## Exercise prompt
Could you count the lines in the entries beneath that hold the word "BALES"? Respond with the number alone.

─── Information shown

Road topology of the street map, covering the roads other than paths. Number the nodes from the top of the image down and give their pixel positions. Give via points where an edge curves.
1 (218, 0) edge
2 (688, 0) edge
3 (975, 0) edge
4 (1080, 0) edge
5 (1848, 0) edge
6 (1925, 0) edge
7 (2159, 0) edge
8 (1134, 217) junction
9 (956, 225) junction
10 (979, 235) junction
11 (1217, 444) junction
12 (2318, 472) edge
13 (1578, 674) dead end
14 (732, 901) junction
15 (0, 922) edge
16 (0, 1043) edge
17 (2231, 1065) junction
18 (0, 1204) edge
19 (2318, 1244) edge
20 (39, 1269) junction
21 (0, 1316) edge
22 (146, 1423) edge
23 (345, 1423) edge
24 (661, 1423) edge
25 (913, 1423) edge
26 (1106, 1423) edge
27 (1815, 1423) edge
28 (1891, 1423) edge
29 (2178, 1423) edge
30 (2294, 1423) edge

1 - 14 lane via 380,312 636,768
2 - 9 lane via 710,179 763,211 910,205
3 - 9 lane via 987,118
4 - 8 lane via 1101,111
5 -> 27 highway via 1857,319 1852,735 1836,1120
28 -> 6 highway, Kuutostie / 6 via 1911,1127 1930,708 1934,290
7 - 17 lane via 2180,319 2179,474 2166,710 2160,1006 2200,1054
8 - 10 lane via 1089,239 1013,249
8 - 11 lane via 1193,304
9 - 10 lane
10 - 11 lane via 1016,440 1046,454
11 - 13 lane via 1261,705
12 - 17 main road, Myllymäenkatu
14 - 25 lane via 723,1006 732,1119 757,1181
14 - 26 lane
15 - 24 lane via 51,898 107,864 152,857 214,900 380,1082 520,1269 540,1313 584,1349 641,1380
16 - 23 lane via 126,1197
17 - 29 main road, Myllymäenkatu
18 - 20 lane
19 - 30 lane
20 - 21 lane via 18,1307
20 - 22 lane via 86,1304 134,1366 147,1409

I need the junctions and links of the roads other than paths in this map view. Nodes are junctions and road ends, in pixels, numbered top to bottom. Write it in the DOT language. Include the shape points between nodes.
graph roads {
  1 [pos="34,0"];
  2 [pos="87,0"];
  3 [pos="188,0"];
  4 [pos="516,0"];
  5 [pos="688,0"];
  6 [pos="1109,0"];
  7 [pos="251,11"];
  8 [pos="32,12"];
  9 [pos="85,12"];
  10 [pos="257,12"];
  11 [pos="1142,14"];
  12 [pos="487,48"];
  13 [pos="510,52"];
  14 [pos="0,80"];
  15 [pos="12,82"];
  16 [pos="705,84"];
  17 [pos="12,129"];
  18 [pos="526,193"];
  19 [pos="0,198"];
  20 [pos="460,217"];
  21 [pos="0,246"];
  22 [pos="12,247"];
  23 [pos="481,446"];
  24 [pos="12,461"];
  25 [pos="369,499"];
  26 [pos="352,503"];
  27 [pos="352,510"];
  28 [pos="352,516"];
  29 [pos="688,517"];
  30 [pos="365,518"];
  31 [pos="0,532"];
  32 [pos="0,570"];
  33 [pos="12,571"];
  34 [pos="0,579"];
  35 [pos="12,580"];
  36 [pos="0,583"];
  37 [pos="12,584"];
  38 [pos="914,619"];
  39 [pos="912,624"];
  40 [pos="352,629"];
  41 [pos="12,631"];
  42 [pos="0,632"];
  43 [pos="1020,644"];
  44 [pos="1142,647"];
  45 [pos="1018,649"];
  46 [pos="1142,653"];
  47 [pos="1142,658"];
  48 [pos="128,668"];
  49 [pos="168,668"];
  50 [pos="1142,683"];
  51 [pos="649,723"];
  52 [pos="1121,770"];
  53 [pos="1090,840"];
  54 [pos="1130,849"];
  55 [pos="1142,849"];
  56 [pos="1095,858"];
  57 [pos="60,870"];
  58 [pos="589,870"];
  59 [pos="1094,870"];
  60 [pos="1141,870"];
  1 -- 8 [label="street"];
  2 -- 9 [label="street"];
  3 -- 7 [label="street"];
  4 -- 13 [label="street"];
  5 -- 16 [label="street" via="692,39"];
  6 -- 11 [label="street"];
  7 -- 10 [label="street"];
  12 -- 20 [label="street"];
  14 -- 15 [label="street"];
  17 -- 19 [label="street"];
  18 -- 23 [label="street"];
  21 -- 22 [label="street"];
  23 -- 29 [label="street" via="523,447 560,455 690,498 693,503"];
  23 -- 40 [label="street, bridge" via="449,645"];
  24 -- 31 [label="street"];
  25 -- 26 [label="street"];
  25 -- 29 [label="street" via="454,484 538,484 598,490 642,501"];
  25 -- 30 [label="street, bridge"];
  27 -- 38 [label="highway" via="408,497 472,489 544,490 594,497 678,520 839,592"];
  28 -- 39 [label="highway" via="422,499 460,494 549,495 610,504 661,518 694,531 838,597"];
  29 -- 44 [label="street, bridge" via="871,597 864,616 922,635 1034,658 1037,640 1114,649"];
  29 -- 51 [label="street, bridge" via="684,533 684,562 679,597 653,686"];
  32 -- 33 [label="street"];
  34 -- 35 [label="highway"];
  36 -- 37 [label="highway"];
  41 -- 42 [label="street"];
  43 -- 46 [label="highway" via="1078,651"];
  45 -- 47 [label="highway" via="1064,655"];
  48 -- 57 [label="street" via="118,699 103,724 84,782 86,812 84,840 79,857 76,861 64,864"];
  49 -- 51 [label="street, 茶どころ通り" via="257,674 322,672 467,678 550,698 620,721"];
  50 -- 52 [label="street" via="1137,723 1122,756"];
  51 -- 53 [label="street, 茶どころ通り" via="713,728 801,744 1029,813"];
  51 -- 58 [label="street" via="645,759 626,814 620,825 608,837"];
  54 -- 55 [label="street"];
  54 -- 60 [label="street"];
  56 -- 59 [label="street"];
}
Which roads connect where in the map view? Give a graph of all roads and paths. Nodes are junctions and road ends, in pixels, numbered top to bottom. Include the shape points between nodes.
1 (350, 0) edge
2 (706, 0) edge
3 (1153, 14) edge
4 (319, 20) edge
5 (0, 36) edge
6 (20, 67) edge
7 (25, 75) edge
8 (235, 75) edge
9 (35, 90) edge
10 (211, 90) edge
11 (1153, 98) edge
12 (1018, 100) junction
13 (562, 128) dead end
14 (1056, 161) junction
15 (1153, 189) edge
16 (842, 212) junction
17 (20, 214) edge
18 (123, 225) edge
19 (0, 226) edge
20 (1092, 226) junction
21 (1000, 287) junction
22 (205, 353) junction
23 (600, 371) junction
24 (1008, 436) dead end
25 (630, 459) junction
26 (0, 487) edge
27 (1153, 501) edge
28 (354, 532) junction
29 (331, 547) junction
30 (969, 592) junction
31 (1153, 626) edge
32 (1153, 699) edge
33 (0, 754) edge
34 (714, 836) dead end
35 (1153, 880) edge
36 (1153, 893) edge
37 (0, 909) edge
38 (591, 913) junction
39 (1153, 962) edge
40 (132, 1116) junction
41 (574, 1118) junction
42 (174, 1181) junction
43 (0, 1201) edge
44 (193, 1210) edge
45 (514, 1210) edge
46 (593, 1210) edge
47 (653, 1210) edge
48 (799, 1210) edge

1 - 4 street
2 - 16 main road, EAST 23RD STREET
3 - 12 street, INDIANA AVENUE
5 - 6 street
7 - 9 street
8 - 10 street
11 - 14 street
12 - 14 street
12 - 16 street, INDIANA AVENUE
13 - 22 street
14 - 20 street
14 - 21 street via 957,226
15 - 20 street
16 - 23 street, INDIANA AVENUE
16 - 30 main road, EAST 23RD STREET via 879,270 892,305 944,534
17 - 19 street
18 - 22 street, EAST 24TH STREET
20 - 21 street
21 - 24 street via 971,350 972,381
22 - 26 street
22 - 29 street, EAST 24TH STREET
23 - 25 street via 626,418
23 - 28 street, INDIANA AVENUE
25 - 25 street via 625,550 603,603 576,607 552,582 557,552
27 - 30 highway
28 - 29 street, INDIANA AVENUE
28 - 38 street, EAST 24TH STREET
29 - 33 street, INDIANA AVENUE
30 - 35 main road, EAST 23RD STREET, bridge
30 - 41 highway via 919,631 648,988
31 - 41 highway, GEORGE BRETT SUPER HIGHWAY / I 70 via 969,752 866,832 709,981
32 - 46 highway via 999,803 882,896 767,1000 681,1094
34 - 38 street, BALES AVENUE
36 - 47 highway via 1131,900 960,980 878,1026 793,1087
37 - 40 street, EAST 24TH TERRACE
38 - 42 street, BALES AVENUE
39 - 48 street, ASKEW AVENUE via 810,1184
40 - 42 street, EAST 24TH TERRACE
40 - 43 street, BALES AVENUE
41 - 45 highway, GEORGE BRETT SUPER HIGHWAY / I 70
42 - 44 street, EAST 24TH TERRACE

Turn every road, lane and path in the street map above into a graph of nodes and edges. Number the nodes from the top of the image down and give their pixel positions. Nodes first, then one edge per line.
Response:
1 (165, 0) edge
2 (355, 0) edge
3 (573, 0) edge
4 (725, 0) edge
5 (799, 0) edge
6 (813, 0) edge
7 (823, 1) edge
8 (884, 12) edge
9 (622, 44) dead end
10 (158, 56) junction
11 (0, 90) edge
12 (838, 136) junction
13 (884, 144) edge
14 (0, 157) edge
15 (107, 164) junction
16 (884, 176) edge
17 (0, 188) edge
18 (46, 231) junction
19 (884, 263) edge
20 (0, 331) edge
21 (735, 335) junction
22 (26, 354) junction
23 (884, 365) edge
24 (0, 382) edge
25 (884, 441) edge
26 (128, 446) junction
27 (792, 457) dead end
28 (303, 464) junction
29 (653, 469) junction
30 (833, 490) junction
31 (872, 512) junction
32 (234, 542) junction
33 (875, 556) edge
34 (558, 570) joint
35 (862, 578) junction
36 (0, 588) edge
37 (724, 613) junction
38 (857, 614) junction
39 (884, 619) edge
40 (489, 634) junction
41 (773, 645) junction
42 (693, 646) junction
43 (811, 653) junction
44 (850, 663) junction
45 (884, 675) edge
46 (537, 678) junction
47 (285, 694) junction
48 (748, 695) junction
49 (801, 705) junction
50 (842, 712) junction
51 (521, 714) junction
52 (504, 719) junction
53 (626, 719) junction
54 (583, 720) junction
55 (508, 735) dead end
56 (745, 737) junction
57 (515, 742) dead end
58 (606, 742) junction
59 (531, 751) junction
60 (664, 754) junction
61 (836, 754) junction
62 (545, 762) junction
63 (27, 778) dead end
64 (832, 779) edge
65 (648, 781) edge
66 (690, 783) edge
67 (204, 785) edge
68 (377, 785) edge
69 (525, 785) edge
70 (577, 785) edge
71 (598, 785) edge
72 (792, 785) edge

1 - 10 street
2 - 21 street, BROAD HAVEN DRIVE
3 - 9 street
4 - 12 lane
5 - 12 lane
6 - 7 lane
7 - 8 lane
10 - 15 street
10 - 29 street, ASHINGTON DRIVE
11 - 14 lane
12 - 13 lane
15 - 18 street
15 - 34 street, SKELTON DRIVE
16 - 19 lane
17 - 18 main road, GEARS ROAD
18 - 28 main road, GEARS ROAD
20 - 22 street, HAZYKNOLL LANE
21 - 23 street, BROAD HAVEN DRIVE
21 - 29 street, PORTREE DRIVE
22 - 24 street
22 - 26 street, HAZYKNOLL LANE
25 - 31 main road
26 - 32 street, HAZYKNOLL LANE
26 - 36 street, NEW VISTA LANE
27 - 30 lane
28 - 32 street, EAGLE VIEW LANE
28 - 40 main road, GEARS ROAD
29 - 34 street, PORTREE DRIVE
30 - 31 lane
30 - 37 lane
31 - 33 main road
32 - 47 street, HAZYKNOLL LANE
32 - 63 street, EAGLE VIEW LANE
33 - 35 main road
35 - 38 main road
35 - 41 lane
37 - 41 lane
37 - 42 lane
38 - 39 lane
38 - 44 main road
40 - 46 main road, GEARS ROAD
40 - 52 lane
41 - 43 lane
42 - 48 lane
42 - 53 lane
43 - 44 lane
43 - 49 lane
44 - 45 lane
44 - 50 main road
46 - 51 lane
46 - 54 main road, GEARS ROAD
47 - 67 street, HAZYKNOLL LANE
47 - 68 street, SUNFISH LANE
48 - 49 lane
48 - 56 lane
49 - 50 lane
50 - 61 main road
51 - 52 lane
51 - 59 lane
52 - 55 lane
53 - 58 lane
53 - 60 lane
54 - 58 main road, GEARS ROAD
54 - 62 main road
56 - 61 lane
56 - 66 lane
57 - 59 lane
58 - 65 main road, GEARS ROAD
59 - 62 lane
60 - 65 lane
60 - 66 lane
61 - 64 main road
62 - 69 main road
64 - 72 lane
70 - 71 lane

──────

## Answer to the problem
3